__YOUR ASSIGNMENT__
From the records below, please return each line that holds the word "change".

**** INPUT RECORDS ****

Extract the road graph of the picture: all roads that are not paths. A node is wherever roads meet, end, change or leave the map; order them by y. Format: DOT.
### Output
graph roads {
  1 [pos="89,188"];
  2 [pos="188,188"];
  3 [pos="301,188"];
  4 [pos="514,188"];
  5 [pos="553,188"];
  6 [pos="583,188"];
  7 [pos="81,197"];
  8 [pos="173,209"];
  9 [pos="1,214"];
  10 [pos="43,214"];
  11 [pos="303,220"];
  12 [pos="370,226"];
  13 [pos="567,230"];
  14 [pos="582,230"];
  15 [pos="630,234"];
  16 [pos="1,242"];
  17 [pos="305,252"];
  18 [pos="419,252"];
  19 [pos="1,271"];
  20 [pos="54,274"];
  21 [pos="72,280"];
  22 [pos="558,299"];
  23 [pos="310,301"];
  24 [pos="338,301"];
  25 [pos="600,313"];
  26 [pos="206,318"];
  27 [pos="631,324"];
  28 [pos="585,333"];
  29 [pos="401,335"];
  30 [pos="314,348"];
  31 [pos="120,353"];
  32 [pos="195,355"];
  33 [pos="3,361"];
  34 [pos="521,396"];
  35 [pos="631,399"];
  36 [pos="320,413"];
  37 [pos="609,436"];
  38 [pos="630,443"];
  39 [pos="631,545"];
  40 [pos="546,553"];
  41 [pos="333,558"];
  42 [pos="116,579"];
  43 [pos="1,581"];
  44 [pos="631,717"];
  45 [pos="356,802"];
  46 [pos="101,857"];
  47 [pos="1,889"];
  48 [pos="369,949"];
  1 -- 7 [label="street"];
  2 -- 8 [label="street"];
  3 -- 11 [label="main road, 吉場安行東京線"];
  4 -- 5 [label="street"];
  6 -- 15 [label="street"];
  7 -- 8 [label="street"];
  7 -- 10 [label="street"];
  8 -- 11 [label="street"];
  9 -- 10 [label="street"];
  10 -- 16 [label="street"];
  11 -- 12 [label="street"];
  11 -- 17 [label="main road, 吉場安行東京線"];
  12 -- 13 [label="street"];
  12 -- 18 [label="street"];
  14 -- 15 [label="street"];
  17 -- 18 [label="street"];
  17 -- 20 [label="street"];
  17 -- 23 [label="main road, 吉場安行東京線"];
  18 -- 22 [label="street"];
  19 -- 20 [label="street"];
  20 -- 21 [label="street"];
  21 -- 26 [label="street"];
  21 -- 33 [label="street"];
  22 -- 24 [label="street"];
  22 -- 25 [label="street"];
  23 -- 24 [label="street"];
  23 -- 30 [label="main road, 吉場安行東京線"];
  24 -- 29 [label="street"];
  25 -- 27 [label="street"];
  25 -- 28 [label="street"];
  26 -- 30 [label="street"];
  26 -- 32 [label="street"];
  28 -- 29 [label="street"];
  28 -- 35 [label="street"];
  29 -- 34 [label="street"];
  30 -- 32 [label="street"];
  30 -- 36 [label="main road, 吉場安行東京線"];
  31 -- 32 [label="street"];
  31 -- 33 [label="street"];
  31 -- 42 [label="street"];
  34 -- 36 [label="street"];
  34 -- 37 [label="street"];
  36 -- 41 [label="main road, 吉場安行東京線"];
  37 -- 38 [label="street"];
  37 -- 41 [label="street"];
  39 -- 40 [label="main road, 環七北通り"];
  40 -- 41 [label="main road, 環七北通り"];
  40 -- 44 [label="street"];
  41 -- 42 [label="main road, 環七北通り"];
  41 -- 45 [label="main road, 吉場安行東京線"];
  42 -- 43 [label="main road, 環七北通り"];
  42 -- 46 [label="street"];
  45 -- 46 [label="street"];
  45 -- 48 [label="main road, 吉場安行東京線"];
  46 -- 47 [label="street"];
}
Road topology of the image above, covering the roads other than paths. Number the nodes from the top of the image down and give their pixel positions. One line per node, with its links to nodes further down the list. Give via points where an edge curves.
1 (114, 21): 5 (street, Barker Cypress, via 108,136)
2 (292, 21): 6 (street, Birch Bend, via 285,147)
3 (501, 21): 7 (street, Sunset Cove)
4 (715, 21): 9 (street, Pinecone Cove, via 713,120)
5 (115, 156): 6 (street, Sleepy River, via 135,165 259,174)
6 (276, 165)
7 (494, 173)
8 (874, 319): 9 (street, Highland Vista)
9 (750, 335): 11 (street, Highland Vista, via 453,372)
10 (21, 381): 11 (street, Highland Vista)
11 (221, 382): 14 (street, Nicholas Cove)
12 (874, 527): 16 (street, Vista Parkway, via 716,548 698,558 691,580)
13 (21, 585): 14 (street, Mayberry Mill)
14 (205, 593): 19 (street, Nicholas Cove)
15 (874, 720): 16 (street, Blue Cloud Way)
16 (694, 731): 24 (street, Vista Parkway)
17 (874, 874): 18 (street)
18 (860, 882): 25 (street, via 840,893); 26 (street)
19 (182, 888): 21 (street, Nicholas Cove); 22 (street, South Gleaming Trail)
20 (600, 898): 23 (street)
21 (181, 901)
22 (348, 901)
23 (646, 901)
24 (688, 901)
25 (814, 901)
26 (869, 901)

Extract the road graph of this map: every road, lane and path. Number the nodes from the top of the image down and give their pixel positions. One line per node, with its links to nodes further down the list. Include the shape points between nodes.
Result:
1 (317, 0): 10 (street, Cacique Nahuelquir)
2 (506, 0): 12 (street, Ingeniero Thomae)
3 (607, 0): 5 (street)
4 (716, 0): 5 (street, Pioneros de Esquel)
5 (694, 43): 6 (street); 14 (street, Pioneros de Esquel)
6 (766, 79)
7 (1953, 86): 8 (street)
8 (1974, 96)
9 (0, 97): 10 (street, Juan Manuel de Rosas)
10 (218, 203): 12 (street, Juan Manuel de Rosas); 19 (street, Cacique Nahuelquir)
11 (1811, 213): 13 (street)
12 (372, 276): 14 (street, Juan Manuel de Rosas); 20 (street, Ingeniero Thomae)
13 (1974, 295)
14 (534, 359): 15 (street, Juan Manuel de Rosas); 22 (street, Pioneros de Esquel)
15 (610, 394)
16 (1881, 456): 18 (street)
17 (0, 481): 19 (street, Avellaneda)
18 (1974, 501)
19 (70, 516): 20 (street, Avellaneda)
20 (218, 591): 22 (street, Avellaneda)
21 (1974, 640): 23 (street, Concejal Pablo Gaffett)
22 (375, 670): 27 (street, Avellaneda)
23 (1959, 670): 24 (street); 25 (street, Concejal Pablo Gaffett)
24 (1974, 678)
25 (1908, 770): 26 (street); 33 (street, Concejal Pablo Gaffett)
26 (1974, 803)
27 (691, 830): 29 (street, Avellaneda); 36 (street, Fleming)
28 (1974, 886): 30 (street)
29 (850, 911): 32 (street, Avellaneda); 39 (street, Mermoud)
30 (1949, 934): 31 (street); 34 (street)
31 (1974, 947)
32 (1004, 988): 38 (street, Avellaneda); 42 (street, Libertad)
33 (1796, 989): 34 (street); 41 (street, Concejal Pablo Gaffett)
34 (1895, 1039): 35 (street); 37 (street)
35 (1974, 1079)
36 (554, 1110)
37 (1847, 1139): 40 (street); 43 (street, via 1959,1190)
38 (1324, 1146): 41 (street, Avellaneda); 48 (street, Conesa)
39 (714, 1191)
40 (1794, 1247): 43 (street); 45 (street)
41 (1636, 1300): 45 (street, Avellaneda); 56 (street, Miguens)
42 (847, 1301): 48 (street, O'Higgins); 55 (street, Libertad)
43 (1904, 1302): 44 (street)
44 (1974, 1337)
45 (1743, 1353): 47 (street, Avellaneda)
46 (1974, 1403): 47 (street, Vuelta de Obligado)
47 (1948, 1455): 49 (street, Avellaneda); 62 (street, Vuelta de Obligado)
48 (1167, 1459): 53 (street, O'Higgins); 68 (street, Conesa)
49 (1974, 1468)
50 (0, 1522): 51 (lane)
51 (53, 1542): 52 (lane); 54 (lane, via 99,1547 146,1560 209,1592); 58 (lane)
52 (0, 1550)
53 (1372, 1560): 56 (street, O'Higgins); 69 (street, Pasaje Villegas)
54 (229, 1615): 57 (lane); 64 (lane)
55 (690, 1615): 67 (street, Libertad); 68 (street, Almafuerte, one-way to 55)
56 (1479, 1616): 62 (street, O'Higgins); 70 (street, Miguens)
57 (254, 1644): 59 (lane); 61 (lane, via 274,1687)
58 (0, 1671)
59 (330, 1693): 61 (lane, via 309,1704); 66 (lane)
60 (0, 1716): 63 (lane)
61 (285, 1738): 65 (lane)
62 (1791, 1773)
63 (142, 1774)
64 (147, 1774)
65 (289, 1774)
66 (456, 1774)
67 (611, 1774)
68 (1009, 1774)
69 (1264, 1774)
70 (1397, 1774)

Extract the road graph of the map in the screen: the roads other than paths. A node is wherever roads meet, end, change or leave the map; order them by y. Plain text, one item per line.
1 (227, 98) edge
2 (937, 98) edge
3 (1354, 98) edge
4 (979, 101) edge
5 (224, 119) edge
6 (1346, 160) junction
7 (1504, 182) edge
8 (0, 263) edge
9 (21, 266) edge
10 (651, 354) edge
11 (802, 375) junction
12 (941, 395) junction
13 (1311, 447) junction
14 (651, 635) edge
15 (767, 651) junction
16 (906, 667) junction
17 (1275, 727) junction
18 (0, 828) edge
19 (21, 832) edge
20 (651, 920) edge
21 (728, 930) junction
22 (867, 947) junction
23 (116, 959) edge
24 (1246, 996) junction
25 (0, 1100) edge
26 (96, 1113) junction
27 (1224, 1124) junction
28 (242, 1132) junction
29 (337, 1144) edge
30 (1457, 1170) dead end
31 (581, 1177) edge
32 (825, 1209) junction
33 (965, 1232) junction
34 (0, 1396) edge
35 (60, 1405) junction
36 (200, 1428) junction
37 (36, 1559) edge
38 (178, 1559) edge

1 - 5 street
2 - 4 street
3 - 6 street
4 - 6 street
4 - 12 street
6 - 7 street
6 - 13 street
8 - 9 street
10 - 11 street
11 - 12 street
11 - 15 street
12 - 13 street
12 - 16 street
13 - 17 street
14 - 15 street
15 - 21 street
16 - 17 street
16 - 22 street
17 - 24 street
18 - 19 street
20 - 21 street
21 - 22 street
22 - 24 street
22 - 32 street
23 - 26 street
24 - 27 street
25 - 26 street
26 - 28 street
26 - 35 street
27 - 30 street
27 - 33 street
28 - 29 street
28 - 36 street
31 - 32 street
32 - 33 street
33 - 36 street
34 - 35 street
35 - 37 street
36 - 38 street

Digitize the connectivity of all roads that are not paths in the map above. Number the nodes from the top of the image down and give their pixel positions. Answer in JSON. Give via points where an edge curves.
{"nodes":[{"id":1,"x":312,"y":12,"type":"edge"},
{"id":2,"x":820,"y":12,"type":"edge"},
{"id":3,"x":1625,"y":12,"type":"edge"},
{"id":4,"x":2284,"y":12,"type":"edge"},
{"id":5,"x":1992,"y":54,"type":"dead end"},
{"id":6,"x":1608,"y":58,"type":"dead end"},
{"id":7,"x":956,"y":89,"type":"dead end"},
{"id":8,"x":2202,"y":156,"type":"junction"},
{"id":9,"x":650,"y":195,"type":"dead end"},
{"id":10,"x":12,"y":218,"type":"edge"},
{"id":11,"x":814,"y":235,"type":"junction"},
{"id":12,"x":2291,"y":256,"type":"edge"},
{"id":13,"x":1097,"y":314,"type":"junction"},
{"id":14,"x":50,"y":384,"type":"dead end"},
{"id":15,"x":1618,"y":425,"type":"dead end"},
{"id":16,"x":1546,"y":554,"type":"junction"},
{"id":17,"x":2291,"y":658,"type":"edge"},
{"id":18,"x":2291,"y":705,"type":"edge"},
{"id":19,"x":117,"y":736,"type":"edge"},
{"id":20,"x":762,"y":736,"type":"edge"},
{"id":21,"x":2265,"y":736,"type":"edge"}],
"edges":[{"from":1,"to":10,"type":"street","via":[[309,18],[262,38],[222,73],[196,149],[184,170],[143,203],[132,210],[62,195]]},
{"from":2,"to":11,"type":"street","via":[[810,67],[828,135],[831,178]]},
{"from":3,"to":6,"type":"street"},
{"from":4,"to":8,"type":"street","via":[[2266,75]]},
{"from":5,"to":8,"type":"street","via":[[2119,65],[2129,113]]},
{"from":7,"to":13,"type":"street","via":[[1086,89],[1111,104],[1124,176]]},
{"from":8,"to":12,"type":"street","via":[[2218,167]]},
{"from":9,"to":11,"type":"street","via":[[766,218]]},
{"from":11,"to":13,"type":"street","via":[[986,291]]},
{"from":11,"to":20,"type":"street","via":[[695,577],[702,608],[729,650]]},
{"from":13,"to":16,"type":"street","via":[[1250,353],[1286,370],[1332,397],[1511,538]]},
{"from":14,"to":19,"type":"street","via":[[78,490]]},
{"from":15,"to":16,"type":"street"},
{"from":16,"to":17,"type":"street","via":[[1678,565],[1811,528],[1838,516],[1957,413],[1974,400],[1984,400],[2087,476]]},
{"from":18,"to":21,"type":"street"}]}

****

__ANSWER AREA__
Extract the road graph of the picture: all roads that are not paths. A node is wherever roads meet, end, change or leave the map; order them by y. Format: DOT.
Extract the road graph of the map in the screen: the roads other than paths. A node is wherever roads meet, end, change or leave the map; order them by y. Plain text, one item per line.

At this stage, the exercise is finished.